Multi-scale model of axonal and dendritic polarization by transcranial direct current stimulation in realistic head geometry

Background: Transcranial direct current stimulation (tDCS) is a non-invasive brain stimulation modality that can alter cortical excitability. However, it remains unclear how the subcellular elements of different neuron types are polarized by specific electric field (E-field) distributions. Objective: To quantify neuronal polarization generated by tDCS in a multi-scale computational model.
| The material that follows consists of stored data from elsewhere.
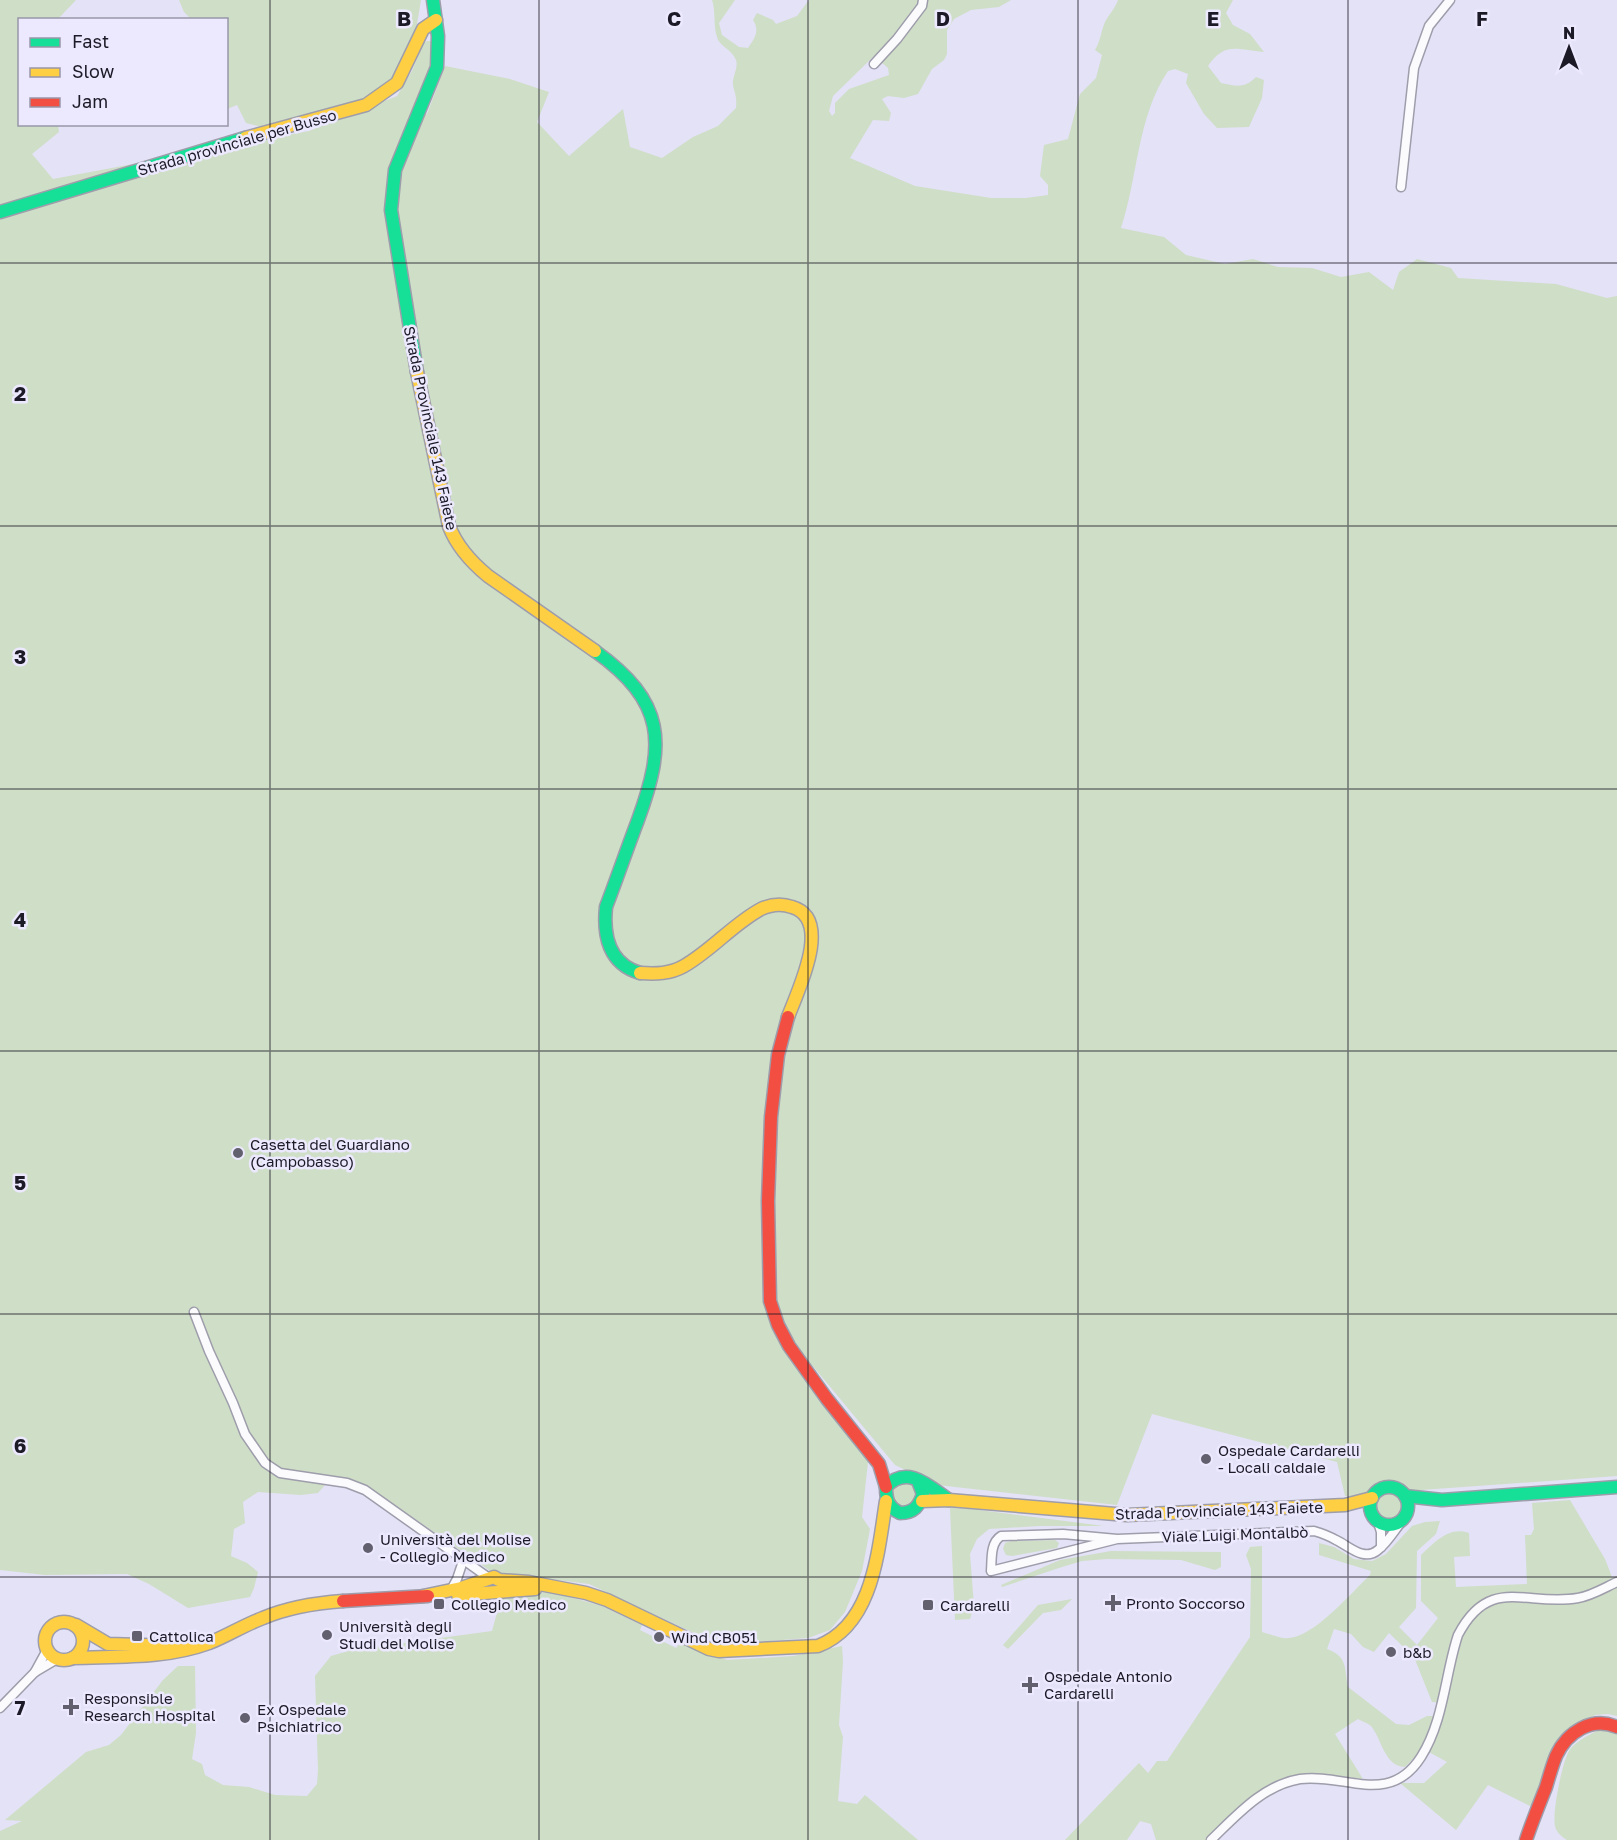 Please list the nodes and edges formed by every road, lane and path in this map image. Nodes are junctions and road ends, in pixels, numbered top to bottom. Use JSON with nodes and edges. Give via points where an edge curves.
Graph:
{"nodes":[{"id":1,"x":433,"y":0,"type":"edge"},
{"id":2,"x":923,"y":0,"type":"edge"},
{"id":3,"x":1450,"y":0,"type":"edge"},
{"id":4,"x":436,"y":20,"type":"junction"},
{"id":5,"x":874,"y":64,"type":"dead end"},
{"id":6,"x":1401,"y":187,"type":"dead end"},
{"id":7,"x":0,"y":212,"type":"edge"},
{"id":8,"x":194,"y":1312,"type":"dead end"},
{"id":9,"x":879,"y":1464,"type":"junction"},
{"id":10,"x":904,"y":1475,"type":"junction"},
{"id":11,"x":918,"y":1480,"type":"junction"},
{"id":12,"x":886,"y":1487,"type":"junction"},
{"id":13,"x":1617,"y":1487,"type":"edge"},
{"id":14,"x":1405,"y":1496,"type":"junction"},
{"id":15,"x":1372,"y":1498,"type":"junction"},
{"id":16,"x":949,"y":1500,"type":"junction"},
{"id":17,"x":1442,"y":1500,"type":"junction"},
{"id":18,"x":886,"y":1501,"type":"junction"},
{"id":19,"x":922,"y":1501,"type":"junction"},
{"id":20,"x":1345,"y":1505,"type":"junction"},
{"id":21,"x":904,"y":1513,"type":"junction"},
{"id":22,"x":1405,"y":1515,"type":"junction"},
{"id":23,"x":1375,"y":1517,"type":"junction"},
{"id":24,"x":882,"y":1528,"type":"junction"},
{"id":25,"x":1117,"y":1539,"type":"junction"},
{"id":26,"x":1381,"y":1547,"type":"junction"},
{"id":27,"x":463,"y":1561,"type":"junction"},
{"id":28,"x":1617,"y":1582,"type":"edge"},
{"id":29,"x":493,"y":1584,"type":"junction"},
{"id":30,"x":451,"y":1590,"type":"junction"},
{"id":31,"x":423,"y":1596,"type":"junction"},
{"id":32,"x":76,"y":1625,"type":"junction"},
{"id":33,"x":195,"y":1646,"type":"junction"},
{"id":34,"x":47,"y":1650,"type":"junction"},
{"id":35,"x":73,"y":1658,"type":"junction"},
{"id":36,"x":57,"y":1659,"type":"junction"},
{"id":37,"x":35,"y":1672,"type":"junction"},
{"id":38,"x":0,"y":1707,"type":"edge"},
{"id":39,"x":1617,"y":1727,"type":"edge"},
{"id":40,"x":1211,"y":1840,"type":"edge"},
{"id":41,"x":1526,"y":1840,"type":"edge"}],
"edges":[{"from":1,"to":4,"type":"main road","name":"Strada Provinciale 143 Faiete"},
{"from":2,"to":5,"type":"street","via":[[897,39]]},
{"from":3,"to":6,"type":"street","via":[[1429,26],[1414,68]]},
{"from":4,"to":7,"type":"main road","name":"Strada provinciale per Busso","via":[[423,29],[397,83],[366,105]]},
{"from":4,"to":9,"type":"main road","name":"Strada Provinciale 143 Faiete","via":[[437,67],[395,170],[391,210],[415,364],[449,526],[465,556],[493,580],[605,657],[628,676],[647,704],[656,744],[655,766],[606,907],[603,927],[609,949],[622,964],[654,976],[686,966],[772,902],[795,906],[810,921],[812,945],[783,1031],[774,1076],[769,1148],[770,1301],[789,1346]]},
{"from":8,"to":27,"type":"street","via":[[245,1434],[265,1463],[280,1473],[347,1483],[365,1490]]},
{"from":9,"to":10,"type":"main road","name":"Strada Provinciale 143 Faiete"},
{"from":9,"to":12,"type":"main road","name":"Strada Provinciale 143 Faiete"},
{"from":10,"to":11,"type":"main road","name":"Strada Provinciale 143 Faiete"},
{"from":10,"to":12,"type":"main road","via":[[897,1476]]},
{"from":11,"to":16,"type":"main road","name":"Strada Provinciale 143 Faiete"},
{"from":11,"to":19,"type":"main road"},
{"from":12,"to":18,"type":"main road","name":"Strada Provinciale 143 Faiete"},
{"from":13,"to":17,"type":"main road","name":"Strada Provinciale 143 Faiete"},
{"from":14,"to":15,"type":"main road","name":"Strada Provinciale 143 Faiete","via":[[1388,1488]]},
{"from":14,"to":17,"type":"main road","name":"Strada Provinciale 143 Faiete"},
{"from":14,"to":22,"type":"main road"},
{"from":15,"to":20,"type":"main road","name":"Strada Provinciale 143 Faiete"},
{"from":15,"to":23,"type":"main road"},
{"from":16,"to":19,"type":"main road","name":"Strada Provinciale 143 Faiete"},
{"from":16,"to":20,"type":"main road","name":"Strada Provinciale 143 Faiete","via":[[1127,1515]]},
{"from":17,"to":22,"type":"main road","name":"Strada Provinciale 143 Faiete"},
{"from":18,"to":21,"type":"main road","via":[[896,1512]]},
{"from":18,"to":24,"type":"main road","name":"Strada Provinciale 143 Faiete"},
{"from":19,"to":21,"type":"main road","via":[[914,1510]]},
{"from":20,"to":23,"type":"main road","name":"Strada Provinciale 143 Faiete"},
{"from":21,"to":24,"type":"main road"},
{"from":22,"to":23,"type":"main road","name":"Strada Provinciale 143 Faiete","via":[[1390,1525]]},
{"from":22,"to":26,"type":"street"},
{"from":23,"to":26,"type":"street"},
{"from":24,"to":29,"type":"main road","name":"Strada Provinciale 143 Faiete","via":[[869,1586],[856,1617],[833,1640],[818,1646],[729,1652],[710,1649],[586,1593],[529,1582]]},
{"from":25,"to":25,"type":"street","name":"Viale Luigi Montalbò","via":[[1063,1534],[1001,1536],[994,1545],[991,1571]]},
{"from":25,"to":26,"type":"street","name":"Viale Luigi Montalbò","via":[[1314,1531],[1358,1553],[1367,1555]]},
{"from":27,"to":29,"type":"street"},
{"from":27,"to":30,"type":"street"},
{"from":28,"to":40,"type":"street","via":[[1577,1598],[1509,1596],[1492,1599],[1475,1609],[1458,1635],[1429,1743],[1410,1771],[1378,1786],[1299,1779],[1243,1808]]},
{"from":29,"to":30,"type":"main road"},
{"from":29,"to":31,"type":"main road"},
{"from":30,"to":31,"type":"main road"},
{"from":31,"to":33,"type":"main road","via":[[296,1607]]},
{"from":32,"to":33,"type":"main road","via":[[108,1644]]},
{"from":32,"to":34,"type":"main road","via":[[62,1621],[48,1628],[44,1643]]},
{"from":32,"to":35,"type":"main road","via":[[83,1638],[79,1653]]},
{"from":33,"to":35,"type":"main road","via":[[160,1655]]},
{"from":34,"to":36,"type":"main road"},
{"from":34,"to":37,"type":"street"},
{"from":35,"to":36,"type":"main road"},
{"from":36,"to":37,"type":"street"},
{"from":37,"to":38,"type":"street"},
{"from":39,"to":41,"type":"main road","via":[[1599,1721],[1584,1726],[1558,1751]]}]}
Methods: We embedded layer-specific, morphologically-realistic cortical neuron models in a finite element model of the E-field in a human head and simulated steady-state polarization generated by conventional primary-motor-cortex–supraorbital (M1–SO) and 4 × 1 high-definition (HD) tDCS. We quantified somatic, axonal, and dendritic polarization of excitatory pyramidal cells in layers 2/3, 5, and 6, as well as inhibitory interneurons in layers 1 and 4 of the hand knob. Results: Axonal and dendritic terminals were polarized more than the soma in all neurons, with peak axonal and dendritic polarization of 0.92 mV and 0.21 mV, respectively, compared to peak somatic polarization of 0.07 mV for 1.8 mA M1–SO stimulation. Both montages generated regions of depolarization and hyperpolarization beneath the M1 anode; M1–SO produced slightly stronger, more diffuse polarization peaking in the central sulcus, while 4 × 1 HD produced higher peak polarization in the gyral crown. The E-field component normal to the cortical surface correlated strongly with pyramidal neuron somatic polarization (R2>0.9), but exhibited weaker correlations with peak pyramidal axonal and dendritic polarization (R2:0.5–0.9) and peak polarization in all subcellular regions of interneurons (R2:0.3–0.6). Simulating polarization by uniform local E-field extracted at the soma approximated the spatial distribution of tDCS polarization but produced large errors in some regions (median absolute percent error: 7.9 %). Conclusions: Polarization of pre- and postsynaptic compartments of excitatory and inhibitory cortical neurons may play a significant role in tDCS neuromodulation. These effects cannot be predicted from the E-field distribution alone but rather require calculation of the neuronal response.